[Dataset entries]

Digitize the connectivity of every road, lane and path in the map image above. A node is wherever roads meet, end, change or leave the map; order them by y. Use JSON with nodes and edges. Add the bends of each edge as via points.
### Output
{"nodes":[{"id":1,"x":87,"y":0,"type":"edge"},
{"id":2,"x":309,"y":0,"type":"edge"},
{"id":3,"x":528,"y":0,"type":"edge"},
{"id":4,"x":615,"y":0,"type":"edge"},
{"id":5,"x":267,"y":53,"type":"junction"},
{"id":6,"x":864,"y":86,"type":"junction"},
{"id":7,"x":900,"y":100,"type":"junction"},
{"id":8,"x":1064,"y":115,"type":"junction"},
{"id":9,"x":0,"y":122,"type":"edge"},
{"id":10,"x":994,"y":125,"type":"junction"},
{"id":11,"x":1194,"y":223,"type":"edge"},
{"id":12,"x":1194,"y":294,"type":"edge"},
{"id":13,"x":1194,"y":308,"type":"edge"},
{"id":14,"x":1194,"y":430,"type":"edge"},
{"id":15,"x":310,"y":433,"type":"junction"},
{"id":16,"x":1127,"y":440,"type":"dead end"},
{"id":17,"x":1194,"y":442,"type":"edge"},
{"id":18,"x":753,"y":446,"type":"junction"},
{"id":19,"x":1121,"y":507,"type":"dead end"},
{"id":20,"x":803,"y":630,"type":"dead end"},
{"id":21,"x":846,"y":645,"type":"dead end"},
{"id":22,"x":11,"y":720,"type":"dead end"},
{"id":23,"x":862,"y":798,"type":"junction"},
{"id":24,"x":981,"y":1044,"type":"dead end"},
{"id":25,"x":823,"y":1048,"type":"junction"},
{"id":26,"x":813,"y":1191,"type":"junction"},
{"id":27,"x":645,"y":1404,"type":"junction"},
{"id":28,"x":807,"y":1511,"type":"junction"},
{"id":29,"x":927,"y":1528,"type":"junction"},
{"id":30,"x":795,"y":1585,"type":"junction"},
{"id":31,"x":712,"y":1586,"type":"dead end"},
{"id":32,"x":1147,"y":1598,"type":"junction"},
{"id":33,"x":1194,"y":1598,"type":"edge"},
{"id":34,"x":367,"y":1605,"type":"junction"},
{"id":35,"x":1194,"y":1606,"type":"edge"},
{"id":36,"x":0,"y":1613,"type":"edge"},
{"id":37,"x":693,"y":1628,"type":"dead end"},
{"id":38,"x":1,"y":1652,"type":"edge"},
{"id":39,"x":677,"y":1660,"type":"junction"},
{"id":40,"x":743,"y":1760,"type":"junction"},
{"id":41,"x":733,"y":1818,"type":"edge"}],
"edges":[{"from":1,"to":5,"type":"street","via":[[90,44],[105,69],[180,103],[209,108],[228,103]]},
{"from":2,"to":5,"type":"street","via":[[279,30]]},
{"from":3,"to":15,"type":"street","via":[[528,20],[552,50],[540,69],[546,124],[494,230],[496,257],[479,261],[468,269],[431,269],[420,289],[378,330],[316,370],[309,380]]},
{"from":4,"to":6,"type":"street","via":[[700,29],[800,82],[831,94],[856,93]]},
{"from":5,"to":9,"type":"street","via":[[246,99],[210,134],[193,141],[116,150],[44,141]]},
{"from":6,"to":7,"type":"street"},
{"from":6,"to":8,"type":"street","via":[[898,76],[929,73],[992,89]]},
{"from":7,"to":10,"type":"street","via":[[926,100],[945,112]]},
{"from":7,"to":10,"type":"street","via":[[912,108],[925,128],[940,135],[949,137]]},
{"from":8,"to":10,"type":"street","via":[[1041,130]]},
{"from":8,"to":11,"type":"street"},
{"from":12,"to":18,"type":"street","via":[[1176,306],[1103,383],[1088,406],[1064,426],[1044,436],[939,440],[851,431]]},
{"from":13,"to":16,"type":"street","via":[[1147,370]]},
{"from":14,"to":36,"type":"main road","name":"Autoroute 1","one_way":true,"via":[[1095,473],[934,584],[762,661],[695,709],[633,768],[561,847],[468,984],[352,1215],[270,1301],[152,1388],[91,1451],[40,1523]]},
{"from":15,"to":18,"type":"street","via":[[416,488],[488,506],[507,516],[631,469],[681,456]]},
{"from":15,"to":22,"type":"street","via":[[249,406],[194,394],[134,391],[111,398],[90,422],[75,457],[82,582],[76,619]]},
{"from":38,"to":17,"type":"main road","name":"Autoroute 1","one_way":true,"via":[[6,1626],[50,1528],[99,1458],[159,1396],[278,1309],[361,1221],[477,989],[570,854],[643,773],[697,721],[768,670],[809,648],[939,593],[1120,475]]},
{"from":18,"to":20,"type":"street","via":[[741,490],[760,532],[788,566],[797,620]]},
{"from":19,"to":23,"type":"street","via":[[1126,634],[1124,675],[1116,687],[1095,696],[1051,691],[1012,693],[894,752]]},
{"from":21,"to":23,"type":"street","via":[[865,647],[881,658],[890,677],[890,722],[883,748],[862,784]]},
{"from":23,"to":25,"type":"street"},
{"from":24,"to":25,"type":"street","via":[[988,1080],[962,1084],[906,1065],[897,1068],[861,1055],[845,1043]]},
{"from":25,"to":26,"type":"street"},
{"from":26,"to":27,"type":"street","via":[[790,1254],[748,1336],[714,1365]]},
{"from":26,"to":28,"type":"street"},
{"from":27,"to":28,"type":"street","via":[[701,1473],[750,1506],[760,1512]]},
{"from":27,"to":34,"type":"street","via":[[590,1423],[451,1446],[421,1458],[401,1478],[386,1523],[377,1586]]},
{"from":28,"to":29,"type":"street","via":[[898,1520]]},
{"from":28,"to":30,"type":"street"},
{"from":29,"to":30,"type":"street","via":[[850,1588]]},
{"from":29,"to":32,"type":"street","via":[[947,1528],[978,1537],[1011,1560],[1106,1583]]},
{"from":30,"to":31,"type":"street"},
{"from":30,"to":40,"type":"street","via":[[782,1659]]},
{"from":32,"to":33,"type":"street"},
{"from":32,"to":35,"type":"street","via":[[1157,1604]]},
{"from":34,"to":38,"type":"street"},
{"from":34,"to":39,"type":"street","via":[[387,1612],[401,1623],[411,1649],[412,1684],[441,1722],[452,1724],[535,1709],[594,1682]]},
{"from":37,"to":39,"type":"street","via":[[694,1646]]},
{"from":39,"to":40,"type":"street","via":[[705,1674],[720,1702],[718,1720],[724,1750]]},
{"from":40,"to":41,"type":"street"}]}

__What the exercise asks__: Return each line among the entries that holds the word "main".

__Result below__:
{"from":14,"to":36,"type":"main road","name":"Autoroute 1","one_way":true,"via":[[1095,473],[934,584],[762,661],[695,709],[633,768],[561,847],[468,984],[352,1215],[270,1301],[152,1388],[91,1451],[40,1523]]},
{"from":38,"to":17,"type":"main road","name":"Autoroute 1","one_way":true,"via":[[6,1626],[50,1528],[99,1458],[159,1396],[278,1309],[361,1221],[477,989],[570,854],[643,773],[697,721],[768,670],[809,648],[939,593],[1120,475]]},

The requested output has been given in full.